Provided entries START
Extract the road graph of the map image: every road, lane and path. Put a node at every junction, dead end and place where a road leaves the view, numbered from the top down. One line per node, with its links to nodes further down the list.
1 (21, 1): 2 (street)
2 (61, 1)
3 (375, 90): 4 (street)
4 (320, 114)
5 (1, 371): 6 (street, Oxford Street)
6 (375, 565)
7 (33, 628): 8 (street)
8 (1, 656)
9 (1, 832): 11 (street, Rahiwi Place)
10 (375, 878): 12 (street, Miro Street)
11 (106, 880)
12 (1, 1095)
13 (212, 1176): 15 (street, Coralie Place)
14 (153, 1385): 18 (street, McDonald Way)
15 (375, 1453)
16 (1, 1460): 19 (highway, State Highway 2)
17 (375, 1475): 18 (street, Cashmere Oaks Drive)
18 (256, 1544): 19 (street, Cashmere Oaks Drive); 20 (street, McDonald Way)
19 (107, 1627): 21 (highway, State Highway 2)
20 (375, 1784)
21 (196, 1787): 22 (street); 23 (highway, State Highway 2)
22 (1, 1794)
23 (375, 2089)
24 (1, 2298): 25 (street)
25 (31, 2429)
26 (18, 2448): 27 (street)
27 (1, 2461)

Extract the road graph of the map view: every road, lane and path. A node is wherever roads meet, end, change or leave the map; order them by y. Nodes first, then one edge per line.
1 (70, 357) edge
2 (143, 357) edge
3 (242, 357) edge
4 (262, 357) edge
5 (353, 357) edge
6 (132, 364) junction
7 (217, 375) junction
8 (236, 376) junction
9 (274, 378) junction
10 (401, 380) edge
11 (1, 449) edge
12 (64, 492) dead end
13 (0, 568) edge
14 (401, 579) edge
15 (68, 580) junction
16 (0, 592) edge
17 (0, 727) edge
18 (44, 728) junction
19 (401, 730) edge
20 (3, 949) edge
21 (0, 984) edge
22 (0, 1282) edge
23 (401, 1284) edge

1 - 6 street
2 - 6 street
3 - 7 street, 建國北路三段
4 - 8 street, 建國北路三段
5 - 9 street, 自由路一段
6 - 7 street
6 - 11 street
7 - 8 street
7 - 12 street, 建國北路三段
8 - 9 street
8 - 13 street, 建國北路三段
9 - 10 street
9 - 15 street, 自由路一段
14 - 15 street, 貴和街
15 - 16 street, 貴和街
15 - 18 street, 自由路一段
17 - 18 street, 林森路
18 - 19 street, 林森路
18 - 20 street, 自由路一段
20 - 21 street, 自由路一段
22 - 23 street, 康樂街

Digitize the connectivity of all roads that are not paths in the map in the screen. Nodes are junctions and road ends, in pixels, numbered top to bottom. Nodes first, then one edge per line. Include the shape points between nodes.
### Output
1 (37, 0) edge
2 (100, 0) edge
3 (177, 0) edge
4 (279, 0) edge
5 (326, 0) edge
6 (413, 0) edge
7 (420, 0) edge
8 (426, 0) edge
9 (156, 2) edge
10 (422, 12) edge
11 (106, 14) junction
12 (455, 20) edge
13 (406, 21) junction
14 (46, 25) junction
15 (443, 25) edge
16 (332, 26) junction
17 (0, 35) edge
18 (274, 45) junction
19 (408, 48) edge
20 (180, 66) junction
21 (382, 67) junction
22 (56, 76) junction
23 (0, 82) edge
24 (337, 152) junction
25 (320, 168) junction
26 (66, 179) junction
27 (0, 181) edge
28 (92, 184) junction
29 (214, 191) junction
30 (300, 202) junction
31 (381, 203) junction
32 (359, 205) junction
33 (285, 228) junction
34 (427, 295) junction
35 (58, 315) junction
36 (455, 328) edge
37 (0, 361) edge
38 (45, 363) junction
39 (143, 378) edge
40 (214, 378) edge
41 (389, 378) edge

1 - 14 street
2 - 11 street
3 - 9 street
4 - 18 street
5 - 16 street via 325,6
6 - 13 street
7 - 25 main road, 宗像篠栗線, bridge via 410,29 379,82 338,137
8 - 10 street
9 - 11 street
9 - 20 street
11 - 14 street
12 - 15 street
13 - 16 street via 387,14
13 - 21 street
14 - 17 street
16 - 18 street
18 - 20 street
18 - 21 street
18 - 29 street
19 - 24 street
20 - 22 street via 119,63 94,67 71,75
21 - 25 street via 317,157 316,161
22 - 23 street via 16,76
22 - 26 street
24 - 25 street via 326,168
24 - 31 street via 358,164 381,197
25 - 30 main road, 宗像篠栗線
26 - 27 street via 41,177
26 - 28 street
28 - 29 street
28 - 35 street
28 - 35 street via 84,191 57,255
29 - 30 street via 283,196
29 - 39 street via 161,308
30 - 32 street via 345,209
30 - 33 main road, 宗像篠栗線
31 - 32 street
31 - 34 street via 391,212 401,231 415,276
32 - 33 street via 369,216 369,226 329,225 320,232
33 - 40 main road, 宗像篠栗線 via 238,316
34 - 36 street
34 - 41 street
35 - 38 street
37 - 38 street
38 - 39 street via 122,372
Provided entries END
Transcribe the data above completely and exactly.

Solution for this task -
Extract the road graph of the map image: every road, lane and path. Put a node at every junction, dead end and place where a road leaves the view, numbered from the top down. One line per node, with its links to nodes further down the list.
1 (21, 1): 2 (street)
2 (61, 1)
3 (375, 90): 4 (street)
4 (320, 114)
5 (1, 371): 6 (street, Oxford Street)
6 (375, 565)
7 (33, 628): 8 (street)
8 (1, 656)
9 (1, 832): 11 (street, Rahiwi Place)
10 (375, 878): 12 (street, Miro Street)
11 (106, 880)
12 (1, 1095)
13 (212, 1176): 15 (street, Coralie Place)
14 (153, 1385): 18 (street, McDonald Way)
15 (375, 1453)
16 (1, 1460): 19 (highway, State Highway 2)
17 (375, 1475): 18 (street, Cashmere Oaks Drive)
18 (256, 1544): 19 (street, Cashmere Oaks Drive); 20 (street, McDonald Way)
19 (107, 1627): 21 (highway, State Highway 2)
20 (375, 1784)
21 (196, 1787): 22 (street); 23 (highway, State Highway 2)
22 (1, 1794)
23 (375, 2089)
24 (1, 2298): 25 (street)
25 (31, 2429)
26 (18, 2448): 27 (street)
27 (1, 2461)

Extract the road graph of the map view: every road, lane and path. A node is wherever roads meet, end, change or leave the map; order them by y. Nodes first, then one edge per line.
1 (70, 357) edge
2 (143, 357) edge
3 (242, 357) edge
4 (262, 357) edge
5 (353, 357) edge
6 (132, 364) junction
7 (217, 375) junction
8 (236, 376) junction
9 (274, 378) junction
10 (401, 380) edge
11 (1, 449) edge
12 (64, 492) dead end
13 (0, 568) edge
14 (401, 579) edge
15 (68, 580) junction
16 (0, 592) edge
17 (0, 727) edge
18 (44, 728) junction
19 (401, 730) edge
20 (3, 949) edge
21 (0, 984) edge
22 (0, 1282) edge
23 (401, 1284) edge

1 - 6 street
2 - 6 street
3 - 7 street, 建國北路三段
4 - 8 street, 建國北路三段
5 - 9 street, 自由路一段
6 - 7 street
6 - 11 street
7 - 8 street
7 - 12 street, 建國北路三段
8 - 9 street
8 - 13 street, 建國北路三段
9 - 10 street
9 - 15 street, 自由路一段
14 - 15 street, 貴和街
15 - 16 street, 貴和街
15 - 18 street, 自由路一段
17 - 18 street, 林森路
18 - 19 street, 林森路
18 - 20 street, 自由路一段
20 - 21 street, 自由路一段
22 - 23 street, 康樂街

Digitize the connectivity of all roads that are not paths in the map in the screen. Nodes are junctions and road ends, in pixels, numbered top to bottom. Nodes first, then one edge per line. Include the shape points between nodes.
### Output
1 (37, 0) edge
2 (100, 0) edge
3 (177, 0) edge
4 (279, 0) edge
5 (326, 0) edge
6 (413, 0) edge
7 (420, 0) edge
8 (426, 0) edge
9 (156, 2) edge
10 (422, 12) edge
11 (106, 14) junction
12 (455, 20) edge
13 (406, 21) junction
14 (46, 25) junction
15 (443, 25) edge
16 (332, 26) junction
17 (0, 35) edge
18 (274, 45) junction
19 (408, 48) edge
20 (180, 66) junction
21 (382, 67) junction
22 (56, 76) junction
23 (0, 82) edge
24 (337, 152) junction
25 (320, 168) junction
26 (66, 179) junction
27 (0, 181) edge
28 (92, 184) junction
29 (214, 191) junction
30 (300, 202) junction
31 (381, 203) junction
32 (359, 205) junction
33 (285, 228) junction
34 (427, 295) junction
35 (58, 315) junction
36 (455, 328) edge
37 (0, 361) edge
38 (45, 363) junction
39 (143, 378) edge
40 (214, 378) edge
41 (389, 378) edge

1 - 14 street
2 - 11 street
3 - 9 street
4 - 18 street
5 - 16 street via 325,6
6 - 13 street
7 - 25 main road, 宗像篠栗線, bridge via 410,29 379,82 338,137
8 - 10 street
9 - 11 street
9 - 20 street
11 - 14 street
12 - 15 street
13 - 16 street via 387,14
13 - 21 street
14 - 17 street
16 - 18 street
18 - 20 street
18 - 21 street
18 - 29 street
19 - 24 street
20 - 22 street via 119,63 94,67 71,75
21 - 25 street via 317,157 316,161
22 - 23 street via 16,76
22 - 26 street
24 - 25 street via 326,168
24 - 31 street via 358,164 381,197
25 - 30 main road, 宗像篠栗線
26 - 27 street via 41,177
26 - 28 street
28 - 29 street
28 - 35 street
28 - 35 street via 84,191 57,255
29 - 30 street via 283,196
29 - 39 street via 161,308
30 - 32 street via 345,209
30 - 33 main road, 宗像篠栗線
31 - 32 street
31 - 34 street via 391,212 401,231 415,276
32 - 33 street via 369,216 369,226 329,225 320,232
33 - 40 main road, 宗像篠栗線 via 238,316
34 - 36 street
34 - 41 street
35 - 38 street
37 - 38 street
38 - 39 street via 122,372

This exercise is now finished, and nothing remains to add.